▶ Task to carry out
The lines you need are those holding the word "roads"; pull them from the material.

*** Begin section ***

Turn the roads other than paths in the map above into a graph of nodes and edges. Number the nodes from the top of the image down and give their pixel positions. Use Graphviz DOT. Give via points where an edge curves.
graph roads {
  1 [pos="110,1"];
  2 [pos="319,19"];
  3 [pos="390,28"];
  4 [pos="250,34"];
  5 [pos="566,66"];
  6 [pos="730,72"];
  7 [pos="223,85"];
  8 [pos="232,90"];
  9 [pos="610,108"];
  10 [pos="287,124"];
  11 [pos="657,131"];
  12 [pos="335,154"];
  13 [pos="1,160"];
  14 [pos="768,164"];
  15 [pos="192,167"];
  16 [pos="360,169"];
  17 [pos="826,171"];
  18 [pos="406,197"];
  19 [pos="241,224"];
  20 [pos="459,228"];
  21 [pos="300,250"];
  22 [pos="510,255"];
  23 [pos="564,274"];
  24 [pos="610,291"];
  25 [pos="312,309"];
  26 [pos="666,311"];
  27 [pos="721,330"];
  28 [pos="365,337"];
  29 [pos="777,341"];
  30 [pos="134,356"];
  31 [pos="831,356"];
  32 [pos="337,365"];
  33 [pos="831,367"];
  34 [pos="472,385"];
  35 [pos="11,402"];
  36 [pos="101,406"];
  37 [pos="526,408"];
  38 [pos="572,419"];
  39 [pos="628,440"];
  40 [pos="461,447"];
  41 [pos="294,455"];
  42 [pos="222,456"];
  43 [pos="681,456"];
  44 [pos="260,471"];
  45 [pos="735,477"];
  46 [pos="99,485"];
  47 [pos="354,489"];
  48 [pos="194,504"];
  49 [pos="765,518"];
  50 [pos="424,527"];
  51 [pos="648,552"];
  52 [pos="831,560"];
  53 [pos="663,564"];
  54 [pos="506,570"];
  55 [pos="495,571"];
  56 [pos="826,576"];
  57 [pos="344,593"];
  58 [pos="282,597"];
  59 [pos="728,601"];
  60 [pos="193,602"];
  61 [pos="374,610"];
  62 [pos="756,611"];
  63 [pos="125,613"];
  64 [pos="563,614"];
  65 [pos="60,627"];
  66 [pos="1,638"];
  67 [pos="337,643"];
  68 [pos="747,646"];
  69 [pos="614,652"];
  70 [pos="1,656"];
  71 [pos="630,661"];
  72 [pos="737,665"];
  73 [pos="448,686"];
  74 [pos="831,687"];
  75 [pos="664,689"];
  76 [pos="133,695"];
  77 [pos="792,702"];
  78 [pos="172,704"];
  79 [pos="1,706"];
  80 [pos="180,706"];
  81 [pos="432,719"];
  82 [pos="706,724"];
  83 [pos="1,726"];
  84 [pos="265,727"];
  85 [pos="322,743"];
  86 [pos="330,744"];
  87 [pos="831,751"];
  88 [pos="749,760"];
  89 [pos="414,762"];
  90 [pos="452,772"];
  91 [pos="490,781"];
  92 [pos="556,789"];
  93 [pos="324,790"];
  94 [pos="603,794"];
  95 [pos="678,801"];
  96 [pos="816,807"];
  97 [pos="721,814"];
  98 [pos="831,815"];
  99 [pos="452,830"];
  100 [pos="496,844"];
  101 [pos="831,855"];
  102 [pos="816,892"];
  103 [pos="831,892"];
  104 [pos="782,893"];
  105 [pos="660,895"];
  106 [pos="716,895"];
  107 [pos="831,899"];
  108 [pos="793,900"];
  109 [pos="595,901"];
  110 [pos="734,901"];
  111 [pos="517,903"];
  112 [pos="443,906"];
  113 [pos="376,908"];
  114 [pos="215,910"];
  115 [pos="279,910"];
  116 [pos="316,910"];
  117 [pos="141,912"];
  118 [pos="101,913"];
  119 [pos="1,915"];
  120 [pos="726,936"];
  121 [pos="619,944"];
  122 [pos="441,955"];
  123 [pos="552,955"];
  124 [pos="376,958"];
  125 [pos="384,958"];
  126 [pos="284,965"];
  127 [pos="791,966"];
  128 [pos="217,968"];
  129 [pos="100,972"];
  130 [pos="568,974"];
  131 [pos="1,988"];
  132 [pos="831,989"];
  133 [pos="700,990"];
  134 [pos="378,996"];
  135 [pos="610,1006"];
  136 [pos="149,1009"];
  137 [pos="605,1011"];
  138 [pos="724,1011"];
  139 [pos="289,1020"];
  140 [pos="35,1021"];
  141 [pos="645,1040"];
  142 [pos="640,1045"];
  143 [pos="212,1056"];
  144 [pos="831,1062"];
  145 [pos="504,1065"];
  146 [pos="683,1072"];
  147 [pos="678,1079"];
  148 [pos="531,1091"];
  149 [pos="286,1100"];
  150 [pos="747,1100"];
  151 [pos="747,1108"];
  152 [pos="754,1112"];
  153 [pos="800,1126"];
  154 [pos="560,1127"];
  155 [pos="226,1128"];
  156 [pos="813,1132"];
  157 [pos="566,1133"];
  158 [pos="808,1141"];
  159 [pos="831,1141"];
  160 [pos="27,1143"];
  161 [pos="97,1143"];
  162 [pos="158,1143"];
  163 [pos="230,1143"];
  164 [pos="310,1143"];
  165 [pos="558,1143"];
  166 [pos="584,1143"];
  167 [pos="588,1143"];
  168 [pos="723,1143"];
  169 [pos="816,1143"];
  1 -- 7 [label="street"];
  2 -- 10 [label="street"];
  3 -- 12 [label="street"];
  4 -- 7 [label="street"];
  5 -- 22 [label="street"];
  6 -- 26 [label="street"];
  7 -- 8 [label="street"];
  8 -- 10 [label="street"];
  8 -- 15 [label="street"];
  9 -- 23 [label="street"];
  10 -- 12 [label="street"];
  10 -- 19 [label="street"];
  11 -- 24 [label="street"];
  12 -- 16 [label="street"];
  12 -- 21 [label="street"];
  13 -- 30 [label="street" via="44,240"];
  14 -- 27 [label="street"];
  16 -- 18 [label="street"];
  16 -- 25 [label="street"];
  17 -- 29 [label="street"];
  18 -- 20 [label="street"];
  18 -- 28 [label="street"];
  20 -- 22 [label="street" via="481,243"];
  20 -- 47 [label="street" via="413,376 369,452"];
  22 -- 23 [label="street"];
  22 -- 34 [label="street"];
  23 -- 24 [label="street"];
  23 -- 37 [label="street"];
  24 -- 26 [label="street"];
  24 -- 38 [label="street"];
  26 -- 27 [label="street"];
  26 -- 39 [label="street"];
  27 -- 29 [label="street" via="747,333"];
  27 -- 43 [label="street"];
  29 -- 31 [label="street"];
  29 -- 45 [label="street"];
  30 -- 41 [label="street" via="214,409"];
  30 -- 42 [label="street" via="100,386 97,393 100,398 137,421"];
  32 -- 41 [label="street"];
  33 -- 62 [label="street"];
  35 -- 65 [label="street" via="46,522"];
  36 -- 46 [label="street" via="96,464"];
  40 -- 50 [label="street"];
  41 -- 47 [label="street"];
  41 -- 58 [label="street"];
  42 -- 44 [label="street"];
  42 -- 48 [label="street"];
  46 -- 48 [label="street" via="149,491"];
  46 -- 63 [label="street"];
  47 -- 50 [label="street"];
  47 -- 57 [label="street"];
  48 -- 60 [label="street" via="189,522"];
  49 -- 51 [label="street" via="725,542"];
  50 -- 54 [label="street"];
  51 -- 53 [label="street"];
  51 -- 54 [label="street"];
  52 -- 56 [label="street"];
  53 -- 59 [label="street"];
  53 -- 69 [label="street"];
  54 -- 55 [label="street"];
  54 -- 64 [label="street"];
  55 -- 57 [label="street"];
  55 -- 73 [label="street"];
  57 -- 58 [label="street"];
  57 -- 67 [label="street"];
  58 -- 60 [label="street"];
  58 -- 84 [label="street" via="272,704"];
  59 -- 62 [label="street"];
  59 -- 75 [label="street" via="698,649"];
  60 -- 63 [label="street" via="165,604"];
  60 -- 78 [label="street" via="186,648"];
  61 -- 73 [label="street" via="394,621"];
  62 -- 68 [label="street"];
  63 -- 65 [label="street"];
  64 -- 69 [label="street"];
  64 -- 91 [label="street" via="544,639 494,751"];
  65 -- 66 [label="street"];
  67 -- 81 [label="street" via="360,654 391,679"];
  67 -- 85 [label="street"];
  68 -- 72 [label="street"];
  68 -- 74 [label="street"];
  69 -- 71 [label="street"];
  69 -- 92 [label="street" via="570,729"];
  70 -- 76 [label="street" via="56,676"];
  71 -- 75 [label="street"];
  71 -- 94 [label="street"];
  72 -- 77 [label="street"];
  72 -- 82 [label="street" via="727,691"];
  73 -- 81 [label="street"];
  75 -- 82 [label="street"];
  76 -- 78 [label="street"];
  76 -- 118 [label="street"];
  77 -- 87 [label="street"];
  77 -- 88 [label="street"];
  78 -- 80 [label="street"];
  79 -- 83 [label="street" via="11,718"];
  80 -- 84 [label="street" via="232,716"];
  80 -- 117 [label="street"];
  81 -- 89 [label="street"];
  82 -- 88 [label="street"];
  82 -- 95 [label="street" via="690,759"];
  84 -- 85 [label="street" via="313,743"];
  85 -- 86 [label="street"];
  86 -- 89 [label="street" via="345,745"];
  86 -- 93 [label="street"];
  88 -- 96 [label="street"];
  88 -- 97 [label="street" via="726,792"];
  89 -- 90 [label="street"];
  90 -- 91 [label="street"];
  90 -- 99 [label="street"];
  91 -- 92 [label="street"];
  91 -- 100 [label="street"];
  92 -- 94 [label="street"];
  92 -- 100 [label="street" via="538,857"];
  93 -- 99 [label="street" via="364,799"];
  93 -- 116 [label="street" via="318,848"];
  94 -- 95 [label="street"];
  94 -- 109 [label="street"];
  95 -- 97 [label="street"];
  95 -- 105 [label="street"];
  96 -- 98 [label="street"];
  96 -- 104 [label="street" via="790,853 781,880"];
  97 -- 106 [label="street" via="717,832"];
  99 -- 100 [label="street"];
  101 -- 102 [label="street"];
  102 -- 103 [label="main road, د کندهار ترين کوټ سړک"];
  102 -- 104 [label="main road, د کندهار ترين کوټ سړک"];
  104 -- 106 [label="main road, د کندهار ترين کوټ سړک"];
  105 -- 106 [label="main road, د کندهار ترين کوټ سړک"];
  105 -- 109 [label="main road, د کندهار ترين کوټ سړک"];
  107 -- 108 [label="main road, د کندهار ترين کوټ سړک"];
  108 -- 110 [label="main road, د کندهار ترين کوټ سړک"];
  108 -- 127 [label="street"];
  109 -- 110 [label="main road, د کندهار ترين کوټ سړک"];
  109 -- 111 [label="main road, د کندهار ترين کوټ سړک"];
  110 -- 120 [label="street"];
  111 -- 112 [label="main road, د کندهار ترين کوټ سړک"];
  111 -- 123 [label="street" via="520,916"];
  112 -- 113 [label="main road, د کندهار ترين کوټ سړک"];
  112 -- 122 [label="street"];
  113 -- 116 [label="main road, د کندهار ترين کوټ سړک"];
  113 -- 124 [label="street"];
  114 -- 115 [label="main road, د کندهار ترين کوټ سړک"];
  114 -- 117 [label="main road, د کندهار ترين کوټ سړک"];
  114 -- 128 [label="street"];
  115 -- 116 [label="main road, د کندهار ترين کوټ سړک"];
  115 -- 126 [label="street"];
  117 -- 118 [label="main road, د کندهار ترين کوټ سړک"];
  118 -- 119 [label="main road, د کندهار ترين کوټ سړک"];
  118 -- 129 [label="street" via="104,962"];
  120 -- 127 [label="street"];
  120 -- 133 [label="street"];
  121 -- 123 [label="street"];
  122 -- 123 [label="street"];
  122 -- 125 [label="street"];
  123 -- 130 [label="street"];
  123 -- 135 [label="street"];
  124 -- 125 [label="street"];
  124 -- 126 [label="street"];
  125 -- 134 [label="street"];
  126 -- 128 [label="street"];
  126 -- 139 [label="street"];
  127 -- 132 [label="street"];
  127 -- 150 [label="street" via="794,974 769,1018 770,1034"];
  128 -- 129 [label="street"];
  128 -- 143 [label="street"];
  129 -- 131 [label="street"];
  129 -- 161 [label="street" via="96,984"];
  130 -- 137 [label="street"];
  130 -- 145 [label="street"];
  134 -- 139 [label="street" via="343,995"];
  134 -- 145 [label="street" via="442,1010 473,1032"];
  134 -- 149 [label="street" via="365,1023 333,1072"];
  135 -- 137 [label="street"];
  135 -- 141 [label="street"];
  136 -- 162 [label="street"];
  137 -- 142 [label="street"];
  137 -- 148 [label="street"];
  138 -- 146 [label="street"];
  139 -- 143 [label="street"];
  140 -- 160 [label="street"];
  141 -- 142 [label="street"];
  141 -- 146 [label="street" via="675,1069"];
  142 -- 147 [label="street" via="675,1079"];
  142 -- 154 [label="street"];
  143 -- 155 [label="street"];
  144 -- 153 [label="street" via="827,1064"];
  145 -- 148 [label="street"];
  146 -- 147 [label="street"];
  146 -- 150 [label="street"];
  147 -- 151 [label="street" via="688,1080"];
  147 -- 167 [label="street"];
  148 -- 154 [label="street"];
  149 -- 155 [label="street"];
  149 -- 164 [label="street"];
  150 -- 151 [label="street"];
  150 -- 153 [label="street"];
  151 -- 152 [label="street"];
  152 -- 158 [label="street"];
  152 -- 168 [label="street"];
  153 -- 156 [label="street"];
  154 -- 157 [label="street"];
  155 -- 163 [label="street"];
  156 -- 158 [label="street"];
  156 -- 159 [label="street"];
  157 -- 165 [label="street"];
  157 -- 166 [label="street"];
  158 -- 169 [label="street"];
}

*** End section ***

▶ Answer to this exercise
Turn the roads other than paths in the map above into a graph of nodes and edges. Number the nodes from the top of the image down and give their pixel positions. Use Graphviz DOT. Give via points where an edge curves.
graph roads {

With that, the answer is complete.